Your skin, so cold upon my own. I long to touch you, to keep you warm. I can see you out of the corner of my eye, shivering, begging for a little warmth. Can’t you see how badly I wish I could wrap you up in my arms, dear? It’s killing me to watch you hurt, but how would we know how good things can be if we don’t first let them get so bad?
The dark grey clouds are hovering closer and I can see you shutting your eyes, imagining yourself in a better, warmer place.
Are you laying on the beach, listening to the waves crash?
Or are you in my bed, our naked bodies keeping us warm, as though we are on fire?
It’s so cold out here now, shall we go inside to crash and burn?
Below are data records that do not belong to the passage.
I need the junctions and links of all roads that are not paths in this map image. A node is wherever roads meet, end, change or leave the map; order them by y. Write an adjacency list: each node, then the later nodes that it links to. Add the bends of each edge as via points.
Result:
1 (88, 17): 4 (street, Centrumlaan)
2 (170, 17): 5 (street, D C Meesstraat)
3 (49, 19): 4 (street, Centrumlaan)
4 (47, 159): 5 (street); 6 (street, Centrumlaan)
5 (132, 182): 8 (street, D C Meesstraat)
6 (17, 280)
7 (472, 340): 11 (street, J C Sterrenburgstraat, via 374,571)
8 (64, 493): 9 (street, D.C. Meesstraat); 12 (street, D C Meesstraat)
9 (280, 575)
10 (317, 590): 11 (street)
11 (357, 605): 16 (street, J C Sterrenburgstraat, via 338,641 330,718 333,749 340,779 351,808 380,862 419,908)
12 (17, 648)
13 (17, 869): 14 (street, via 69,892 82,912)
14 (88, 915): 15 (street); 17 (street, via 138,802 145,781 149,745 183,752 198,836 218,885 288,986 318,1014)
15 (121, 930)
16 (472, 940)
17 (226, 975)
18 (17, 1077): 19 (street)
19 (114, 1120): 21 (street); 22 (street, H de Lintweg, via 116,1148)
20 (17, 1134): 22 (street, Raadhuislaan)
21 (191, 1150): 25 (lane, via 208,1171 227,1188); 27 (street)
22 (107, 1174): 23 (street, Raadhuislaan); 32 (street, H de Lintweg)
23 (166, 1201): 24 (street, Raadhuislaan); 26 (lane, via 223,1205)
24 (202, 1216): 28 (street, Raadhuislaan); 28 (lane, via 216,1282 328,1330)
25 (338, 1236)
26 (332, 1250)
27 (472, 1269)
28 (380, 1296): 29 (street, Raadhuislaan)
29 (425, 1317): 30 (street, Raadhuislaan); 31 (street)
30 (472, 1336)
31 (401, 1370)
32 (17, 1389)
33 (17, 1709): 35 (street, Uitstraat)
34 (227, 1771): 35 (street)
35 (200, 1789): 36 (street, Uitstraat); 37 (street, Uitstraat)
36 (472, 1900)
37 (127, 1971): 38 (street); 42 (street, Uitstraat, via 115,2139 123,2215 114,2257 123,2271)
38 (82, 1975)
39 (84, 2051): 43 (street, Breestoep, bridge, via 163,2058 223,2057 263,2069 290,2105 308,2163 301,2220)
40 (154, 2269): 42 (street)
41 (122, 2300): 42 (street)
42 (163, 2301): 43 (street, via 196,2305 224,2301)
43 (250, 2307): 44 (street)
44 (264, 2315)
I can remember the first time I ever saw you, as though it had happened yesterday. The funny thing is, I can’t remember the last time I saw you. I don’t remember if I kissed you goodbye, let alone hugged you. I wonder if I said goodbyes, knowing I had no intention of seeing you again or whether I thought it was just another night apart. What I do know is that I left your home and drove away and from what I can remember, I didn’t look back.
I can remember how strongly I felt for you; how nervous you made me and how just your smile alone could make me blush. What I can’t remember is the moment when everything changed. There had to have been one moment in which I looked at you and no longer saw in you what I had before. Sometimes I wonder if you could see the change in my or whether you continued to be naive until the end.
Tonight may be a night spent alone, but it doesn’t feel so bad once I realize that I was always lonelier when I was with you.